::: RECORD EXTRACTS
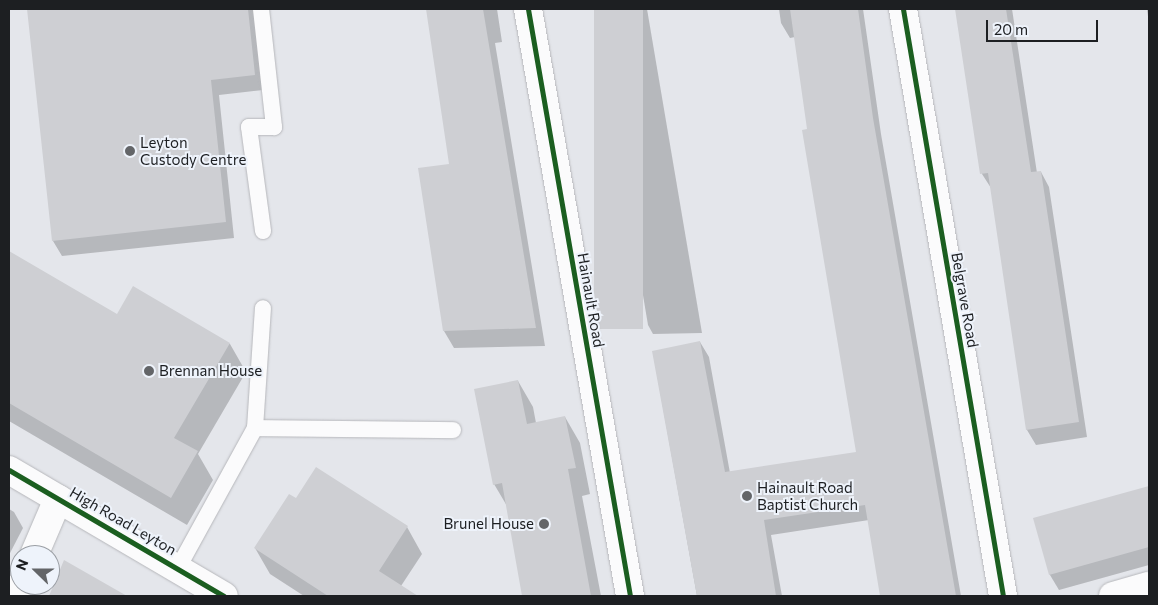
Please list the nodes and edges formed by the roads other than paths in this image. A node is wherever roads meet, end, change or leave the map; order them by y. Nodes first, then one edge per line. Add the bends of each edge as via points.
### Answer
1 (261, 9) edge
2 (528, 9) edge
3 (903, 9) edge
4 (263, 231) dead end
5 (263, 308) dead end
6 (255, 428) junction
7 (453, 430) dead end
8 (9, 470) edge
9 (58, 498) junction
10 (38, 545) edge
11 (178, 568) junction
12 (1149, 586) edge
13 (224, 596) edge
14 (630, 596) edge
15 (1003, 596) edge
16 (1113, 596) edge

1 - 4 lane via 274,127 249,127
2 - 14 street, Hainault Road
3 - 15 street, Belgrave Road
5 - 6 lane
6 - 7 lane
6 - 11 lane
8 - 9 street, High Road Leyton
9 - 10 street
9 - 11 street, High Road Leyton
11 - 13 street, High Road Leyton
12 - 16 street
::::::
• WHAT THIS TASK INVOLVES
Everything in the records must be transcribed exactly, except the pictures, which are left out.

• PROBLEM SOLUTION
Please list the nodes and edges formed by the roads other than paths in this image. A node is wherever roads meet, end, change or leave the map; order them by y. Nodes first, then one edge per line. Add the bends of each edge as via points.
### Answer
1 (261, 9) edge
2 (528, 9) edge
3 (903, 9) edge
4 (263, 231) dead end
5 (263, 308) dead end
6 (255, 428) junction
7 (453, 430) dead end
8 (9, 470) edge
9 (58, 498) junction
10 (38, 545) edge
11 (178, 568) junction
12 (1149, 586) edge
13 (224, 596) edge
14 (630, 596) edge
15 (1003, 596) edge
16 (1113, 596) edge

1 - 4 lane via 274,127 249,127
2 - 14 street, Hainault Road
3 - 15 street, Belgrave Road
5 - 6 lane
6 - 7 lane
6 - 11 lane
8 - 9 street, High Road Leyton
9 - 10 street
9 - 11 street, High Road Leyton
11 - 13 street, High Road Leyton
12 - 16 street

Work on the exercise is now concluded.